--- Task data ---

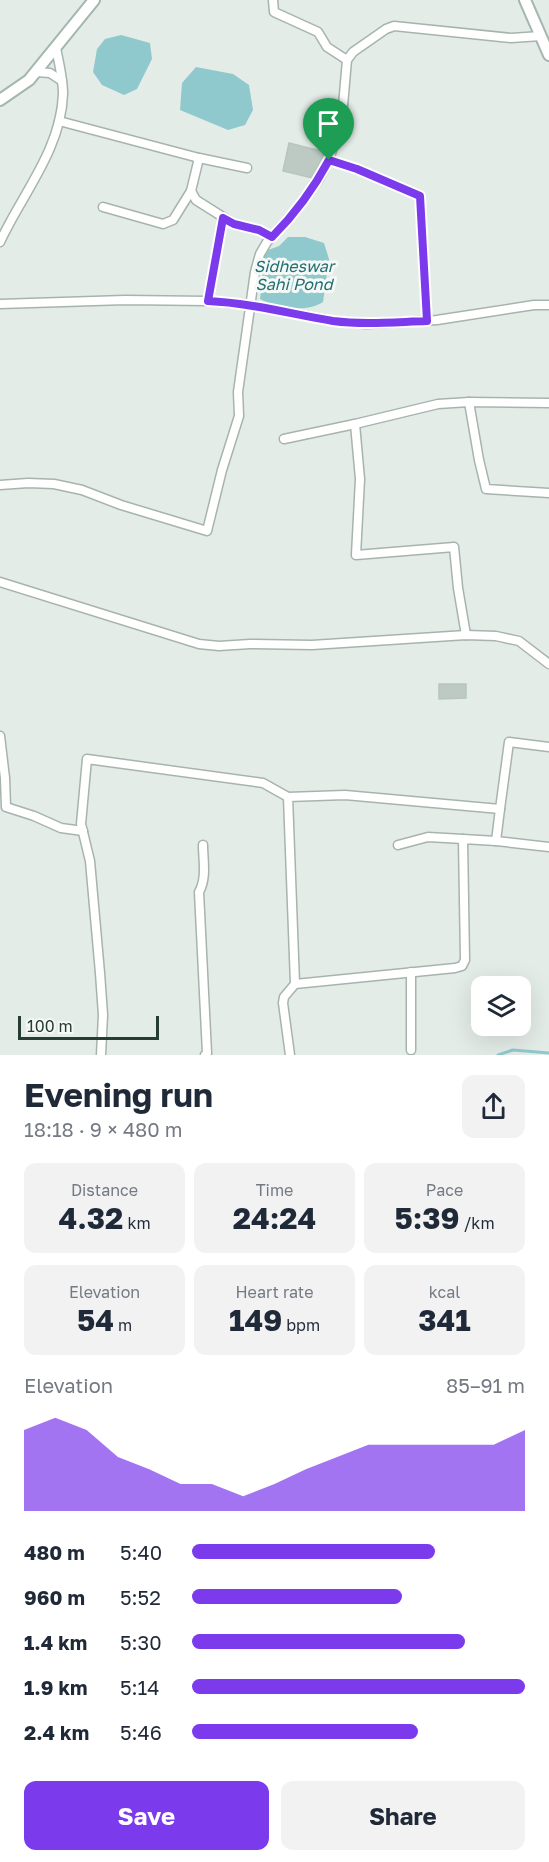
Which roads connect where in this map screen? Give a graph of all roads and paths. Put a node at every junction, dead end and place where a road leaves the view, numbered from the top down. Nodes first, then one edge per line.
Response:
1 (94, 0) edge
2 (273, 0) edge
3 (525, 0) edge
4 (541, 36) junction
5 (56, 48) junction
6 (549, 55) edge
7 (347, 60) junction
8 (36, 72) junction
9 (62, 81) junction
10 (0, 100) edge
11 (59, 121) junction
12 (199, 158) junction
13 (329, 160) junction
14 (247, 168) dead end
15 (191, 191) junction
16 (103, 207) dead end
17 (223, 218) junction
18 (3, 226) edge
19 (272, 237) junction
20 (0, 242) edge
21 (208, 301) junction
22 (0, 304) edge
23 (251, 305) junction
24 (549, 305) edge
25 (427, 321) junction
26 (470, 402) junction
27 (549, 403) edge
28 (355, 424) junction
29 (284, 439) dead end
30 (0, 485) edge
31 (549, 493) edge
32 (0, 582) edge
33 (466, 635) junction
34 (549, 664) edge
35 (0, 736) edge
36 (549, 747) edge
37 (288, 797) junction
38 (3, 808) edge
39 (500, 809) junction
40 (82, 831) junction
41 (463, 839) junction
42 (496, 841) junction
43 (203, 845) dead end
44 (398, 845) dead end
45 (549, 847) edge
46 (411, 972) junction
47 (295, 984) junction
48 (411, 1050) dead end
49 (208, 1054) edge
50 (101, 1055) edge
51 (290, 1055) edge

1 - 5 street
2 - 7 street
3 - 4 street
4 - 6 street
4 - 7 street
5 - 8 street
5 - 9 street
7 - 13 street
8 - 9 street
8 - 10 street
9 - 11 street
11 - 12 street
11 - 18 street
12 - 14 street
12 - 15 street
13 - 19 street
13 - 25 street
15 - 16 street
15 - 17 street
17 - 19 street
17 - 21 street
18 - 20 street
19 - 23 street
21 - 22 street
21 - 23 street
23 - 25 street
23 - 30 street
24 - 25 street
26 - 27 street
26 - 28 street
26 - 31 street
28 - 29 street
28 - 33 street
32 - 33 street
33 - 34 street
35 - 38 street
36 - 39 street
37 - 39 street
37 - 40 street
37 - 47 street
38 - 40 street
39 - 42 street
40 - 50 street
41 - 42 street
41 - 44 street
41 - 46 street
42 - 45 street
43 - 49 street
46 - 47 street
46 - 48 street
47 - 51 street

---

-- What this task involves --
Pull every line containing "dead" out of the material and copy it.

-- Exercise answer --
Which roads connect where in this map screen? Give a graph of all roads and paths. Put a node at every junction, dead end and place where a road leaves the view, numbered from the top down. Nodes first, then one edge per line.
14 (247, 168) dead end
16 (103, 207) dead end
29 (284, 439) dead end
43 (203, 845) dead end
44 (398, 845) dead end
48 (411, 1050) dead end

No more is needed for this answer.